Work to be completed
The response must consist of each line in the listing that has the word "nodes" in it.

Records provided
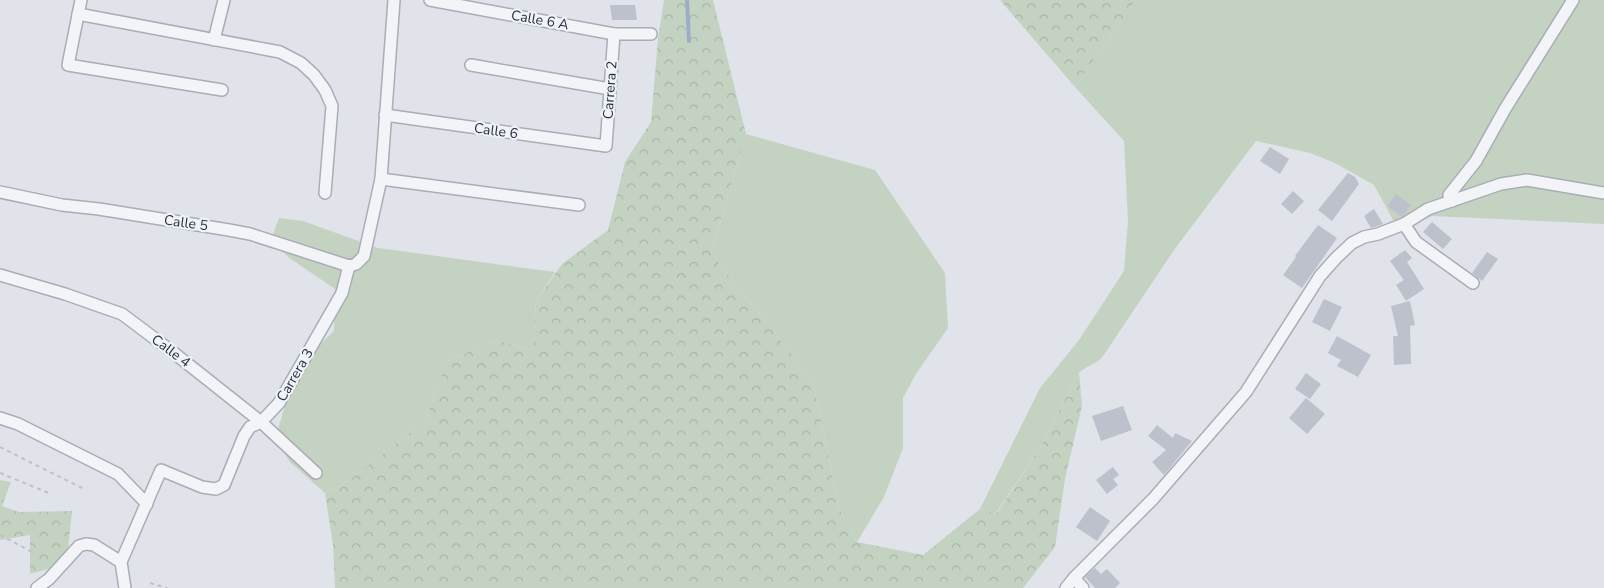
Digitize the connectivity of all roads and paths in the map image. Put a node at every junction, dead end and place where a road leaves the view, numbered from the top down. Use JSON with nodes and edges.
{"nodes":[{"id":1,"x":81,"y":0,"type":"edge"},
{"id":2,"x":224,"y":0,"type":"edge"},
{"id":3,"x":394,"y":0,"type":"edge"},
{"id":4,"x":430,"y":0,"type":"edge"},
{"id":5,"x":1573,"y":0,"type":"edge"},
{"id":6,"x":78,"y":14,"type":"junction"},
{"id":7,"x":614,"y":34,"type":"junction"},
{"id":8,"x":651,"y":34,"type":"dead end"},
{"id":9,"x":214,"y":40,"type":"junction"},
{"id":10,"x":472,"y":65,"type":"dead end"},
{"id":11,"x":222,"y":90,"type":"dead end"},
{"id":12,"x":610,"y":90,"type":"junction"},
{"id":13,"x":386,"y":115,"type":"junction"},
{"id":14,"x":606,"y":146,"type":"joint"},
{"id":15,"x":381,"y":179,"type":"junction"},
{"id":16,"x":0,"y":192,"type":"edge"},
{"id":17,"x":325,"y":193,"type":"dead end"},
{"id":18,"x":1604,"y":193,"type":"edge"},
{"id":19,"x":1452,"y":201,"type":"junction"},
{"id":20,"x":579,"y":205,"type":"dead end"},
{"id":21,"x":1404,"y":224,"type":"junction"},
{"id":22,"x":349,"y":266,"type":"junction"},
{"id":23,"x":0,"y":275,"type":"edge"},
{"id":24,"x":1473,"y":283,"type":"dead end"},
{"id":25,"x":0,"y":418,"type":"edge"},
{"id":26,"x":261,"y":422,"type":"junction"},
{"id":27,"x":0,"y":447,"type":"edge"},
{"id":28,"x":0,"y":473,"type":"edge"},
{"id":29,"x":316,"y":473,"type":"dead end"},
{"id":30,"x":84,"y":490,"type":"dead end"},
{"id":31,"x":51,"y":494,"type":"dead end"},
{"id":32,"x":148,"y":504,"type":"junction"},
{"id":33,"x":0,"y":535,"type":"edge"},
{"id":34,"x":34,"y":553,"type":"dead end"},
{"id":35,"x":121,"y":562,"type":"junction"},
{"id":36,"x":1074,"y":578,"type":"junction"},
{"id":37,"x":150,"y":583,"type":"dead end"},
{"id":38,"x":37,"y":588,"type":"edge"},
{"id":39,"x":125,"y":588,"type":"edge"},
{"id":40,"x":167,"y":588,"type":"edge"},
{"id":41,"x":1066,"y":588,"type":"edge"},
{"id":42,"x":1083,"y":588,"type":"edge"}],
"edges":[{"from":1,"to":6,"type":"street"},
{"from":2,"to":9,"type":"street"},
{"from":3,"to":13,"type":"street"},
{"from":4,"to":7,"type":"street","name":"Calle 6 A"},
{"from":5,"to":19,"type":"street"},
{"from":6,"to":9,"type":"street"},
{"from":6,"to":11,"type":"street"},
{"from":7,"to":8,"type":"street","name":"Calle 6 A"},
{"from":7,"to":12,"type":"street","name":"Carrera 2"},
{"from":9,"to":17,"type":"street"},
{"from":10,"to":12,"type":"street"},
{"from":12,"to":14,"type":"street","name":"Carrera 2"},
{"from":13,"to":14,"type":"street","name":"Calle 6"},
{"from":13,"to":15,"type":"street"},
{"from":15,"to":20,"type":"street"},
{"from":15,"to":22,"type":"street"},
{"from":16,"to":22,"type":"street","name":"Calle 5"},
{"from":18,"to":19,"type":"street"},
{"from":19,"to":21,"type":"street"},
{"from":21,"to":24,"type":"street"},
{"from":21,"to":36,"type":"street"},
{"from":22,"to":26,"type":"street","name":"Carrera 3"},
{"from":23,"to":26,"type":"street","name":"Calle 4"},
{"from":25,"to":32,"type":"street"},
{"from":26,"to":29,"type":"street","name":"Calle 4"},
{"from":26,"to":32,"type":"street","name":"Carrera 3"},
{"from":27,"to":30,"type":"path"},
{"from":28,"to":31,"type":"path"},
{"from":32,"to":35,"type":"street","name":"Carrera 3"},
{"from":33,"to":34,"type":"path"},
{"from":35,"to":38,"type":"street"},
{"from":35,"to":39,"type":"street"},
{"from":36,"to":41,"type":"street"},
{"from":36,"to":42,"type":"street"},
{"from":37,"to":40,"type":"path"}]}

Written response
Digitize the connectivity of all roads and paths in the map image. Put a node at every junction, dead end and place where a road leaves the view, numbered from the top down. Use JSON with nodes and edges.
{"nodes":[{"id":1,"x":81,"y":0,"type":"edge"},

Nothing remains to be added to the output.